→ **Work instructions**: Scan the entries below and extract each line with the word "مرعي" in it.

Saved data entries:
•••••

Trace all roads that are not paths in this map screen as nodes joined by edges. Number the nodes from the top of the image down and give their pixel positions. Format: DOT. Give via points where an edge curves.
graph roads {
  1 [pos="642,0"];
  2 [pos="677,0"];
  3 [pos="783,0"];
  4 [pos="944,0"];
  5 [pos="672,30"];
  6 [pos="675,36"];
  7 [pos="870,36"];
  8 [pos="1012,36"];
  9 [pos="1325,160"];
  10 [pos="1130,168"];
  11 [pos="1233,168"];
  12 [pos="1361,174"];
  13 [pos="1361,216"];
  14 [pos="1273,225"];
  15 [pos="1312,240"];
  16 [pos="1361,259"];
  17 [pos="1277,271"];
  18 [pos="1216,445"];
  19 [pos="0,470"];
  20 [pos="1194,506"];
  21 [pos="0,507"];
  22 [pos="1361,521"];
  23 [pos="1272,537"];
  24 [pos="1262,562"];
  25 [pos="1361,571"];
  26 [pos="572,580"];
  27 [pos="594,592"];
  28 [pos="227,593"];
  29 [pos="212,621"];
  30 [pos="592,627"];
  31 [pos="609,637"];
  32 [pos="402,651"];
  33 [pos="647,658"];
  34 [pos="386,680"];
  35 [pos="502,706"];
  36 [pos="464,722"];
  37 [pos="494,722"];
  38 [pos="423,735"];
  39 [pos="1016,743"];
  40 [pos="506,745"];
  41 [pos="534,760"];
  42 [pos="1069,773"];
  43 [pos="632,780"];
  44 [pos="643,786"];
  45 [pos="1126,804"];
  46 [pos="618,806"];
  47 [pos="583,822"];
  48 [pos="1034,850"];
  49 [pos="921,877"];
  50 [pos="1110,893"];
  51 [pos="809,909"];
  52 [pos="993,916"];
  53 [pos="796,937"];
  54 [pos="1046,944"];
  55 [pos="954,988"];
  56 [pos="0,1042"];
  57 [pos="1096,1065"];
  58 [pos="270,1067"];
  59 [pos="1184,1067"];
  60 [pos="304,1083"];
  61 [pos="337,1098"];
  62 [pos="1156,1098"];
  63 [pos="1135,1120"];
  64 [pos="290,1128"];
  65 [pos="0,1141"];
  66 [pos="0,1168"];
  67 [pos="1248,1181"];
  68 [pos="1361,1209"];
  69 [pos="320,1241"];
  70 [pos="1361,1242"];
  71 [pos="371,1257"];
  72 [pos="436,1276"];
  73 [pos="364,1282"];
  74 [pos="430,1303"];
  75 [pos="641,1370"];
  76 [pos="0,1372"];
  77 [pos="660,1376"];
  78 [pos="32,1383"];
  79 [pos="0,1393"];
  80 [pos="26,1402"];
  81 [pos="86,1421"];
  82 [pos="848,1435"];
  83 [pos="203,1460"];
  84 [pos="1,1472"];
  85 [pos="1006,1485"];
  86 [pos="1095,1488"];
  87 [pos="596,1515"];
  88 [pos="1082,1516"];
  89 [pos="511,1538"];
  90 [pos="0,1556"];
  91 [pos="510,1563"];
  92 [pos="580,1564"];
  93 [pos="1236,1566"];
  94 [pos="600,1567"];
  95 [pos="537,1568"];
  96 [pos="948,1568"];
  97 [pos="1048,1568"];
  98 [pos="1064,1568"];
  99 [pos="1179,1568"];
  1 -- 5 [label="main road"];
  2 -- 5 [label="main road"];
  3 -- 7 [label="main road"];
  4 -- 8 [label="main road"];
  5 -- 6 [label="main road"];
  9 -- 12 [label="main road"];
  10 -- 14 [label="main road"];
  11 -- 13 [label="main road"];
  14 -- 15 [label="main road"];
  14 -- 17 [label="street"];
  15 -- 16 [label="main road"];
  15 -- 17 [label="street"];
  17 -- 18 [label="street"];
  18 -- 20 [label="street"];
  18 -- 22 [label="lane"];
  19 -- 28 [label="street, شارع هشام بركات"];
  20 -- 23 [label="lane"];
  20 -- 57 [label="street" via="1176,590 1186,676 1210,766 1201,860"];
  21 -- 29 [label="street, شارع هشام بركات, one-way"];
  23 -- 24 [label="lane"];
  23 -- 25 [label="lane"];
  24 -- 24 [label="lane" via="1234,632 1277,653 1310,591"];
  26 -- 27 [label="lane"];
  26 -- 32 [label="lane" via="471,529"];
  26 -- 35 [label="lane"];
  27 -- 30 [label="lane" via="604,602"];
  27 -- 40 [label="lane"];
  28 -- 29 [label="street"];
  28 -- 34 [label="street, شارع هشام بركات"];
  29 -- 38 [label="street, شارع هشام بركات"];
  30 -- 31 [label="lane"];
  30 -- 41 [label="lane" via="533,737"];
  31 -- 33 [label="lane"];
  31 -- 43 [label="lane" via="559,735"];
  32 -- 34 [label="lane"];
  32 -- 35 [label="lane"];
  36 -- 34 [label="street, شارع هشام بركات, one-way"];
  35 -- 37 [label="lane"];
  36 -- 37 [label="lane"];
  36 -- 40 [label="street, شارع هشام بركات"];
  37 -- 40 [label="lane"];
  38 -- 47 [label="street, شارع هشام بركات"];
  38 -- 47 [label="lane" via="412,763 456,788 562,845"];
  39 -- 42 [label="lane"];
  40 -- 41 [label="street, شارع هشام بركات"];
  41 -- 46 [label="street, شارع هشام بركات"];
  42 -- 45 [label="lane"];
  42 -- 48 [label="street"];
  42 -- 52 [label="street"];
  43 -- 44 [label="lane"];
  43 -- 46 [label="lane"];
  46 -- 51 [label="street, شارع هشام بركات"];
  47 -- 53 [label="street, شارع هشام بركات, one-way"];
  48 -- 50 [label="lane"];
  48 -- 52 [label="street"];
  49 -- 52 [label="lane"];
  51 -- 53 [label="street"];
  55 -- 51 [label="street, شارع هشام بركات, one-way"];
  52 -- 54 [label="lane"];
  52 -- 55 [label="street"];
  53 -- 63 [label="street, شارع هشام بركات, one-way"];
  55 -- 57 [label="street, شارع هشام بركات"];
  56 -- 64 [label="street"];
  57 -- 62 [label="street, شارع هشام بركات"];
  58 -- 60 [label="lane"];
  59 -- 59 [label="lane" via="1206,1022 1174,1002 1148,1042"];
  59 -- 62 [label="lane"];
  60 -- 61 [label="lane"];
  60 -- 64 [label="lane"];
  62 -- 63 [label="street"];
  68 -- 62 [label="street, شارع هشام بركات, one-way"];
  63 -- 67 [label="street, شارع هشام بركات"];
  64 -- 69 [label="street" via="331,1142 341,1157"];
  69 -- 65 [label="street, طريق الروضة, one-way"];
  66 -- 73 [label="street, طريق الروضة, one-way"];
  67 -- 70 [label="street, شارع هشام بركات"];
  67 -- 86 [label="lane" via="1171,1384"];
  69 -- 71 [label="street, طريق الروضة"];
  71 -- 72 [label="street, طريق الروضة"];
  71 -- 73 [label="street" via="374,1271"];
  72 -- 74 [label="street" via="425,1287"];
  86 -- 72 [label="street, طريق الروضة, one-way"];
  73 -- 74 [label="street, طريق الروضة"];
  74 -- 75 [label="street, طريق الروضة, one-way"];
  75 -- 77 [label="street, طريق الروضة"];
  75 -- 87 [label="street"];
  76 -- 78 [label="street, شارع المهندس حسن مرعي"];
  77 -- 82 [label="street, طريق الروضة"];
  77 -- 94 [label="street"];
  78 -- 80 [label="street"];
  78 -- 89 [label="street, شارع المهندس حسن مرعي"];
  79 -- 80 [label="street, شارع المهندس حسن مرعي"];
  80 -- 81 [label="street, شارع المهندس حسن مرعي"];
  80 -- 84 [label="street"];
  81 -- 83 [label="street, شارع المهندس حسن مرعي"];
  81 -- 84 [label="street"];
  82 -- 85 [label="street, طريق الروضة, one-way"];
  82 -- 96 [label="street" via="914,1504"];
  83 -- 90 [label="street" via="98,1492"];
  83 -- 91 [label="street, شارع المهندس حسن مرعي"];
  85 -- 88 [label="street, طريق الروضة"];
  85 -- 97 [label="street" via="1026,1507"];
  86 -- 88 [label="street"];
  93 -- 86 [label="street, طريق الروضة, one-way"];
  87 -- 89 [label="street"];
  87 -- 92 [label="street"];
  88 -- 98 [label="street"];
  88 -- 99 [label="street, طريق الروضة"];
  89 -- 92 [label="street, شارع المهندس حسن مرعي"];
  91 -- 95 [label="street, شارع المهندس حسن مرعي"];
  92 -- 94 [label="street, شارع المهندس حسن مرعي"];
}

•••••

→ **Exercise solution**:
  76 -- 78 [label="street, شارع المهندس حسن مرعي"];
  78 -- 89 [label="street, شارع المهندس حسن مرعي"];
  79 -- 80 [label="street, شارع المهندس حسن مرعي"];
  80 -- 81 [label="street, شارع المهندس حسن مرعي"];
  81 -- 83 [label="street, شارع المهندس حسن مرعي"];
  83 -- 91 [label="street, شارع المهندس حسن مرعي"];
  89 -- 92 [label="street, شارع المهندس حسن مرعي"];
  91 -- 95 [label="street, شارع المهندس حسن مرعي"];
  92 -- 94 [label="street, شارع المهندس حسن مرعي"];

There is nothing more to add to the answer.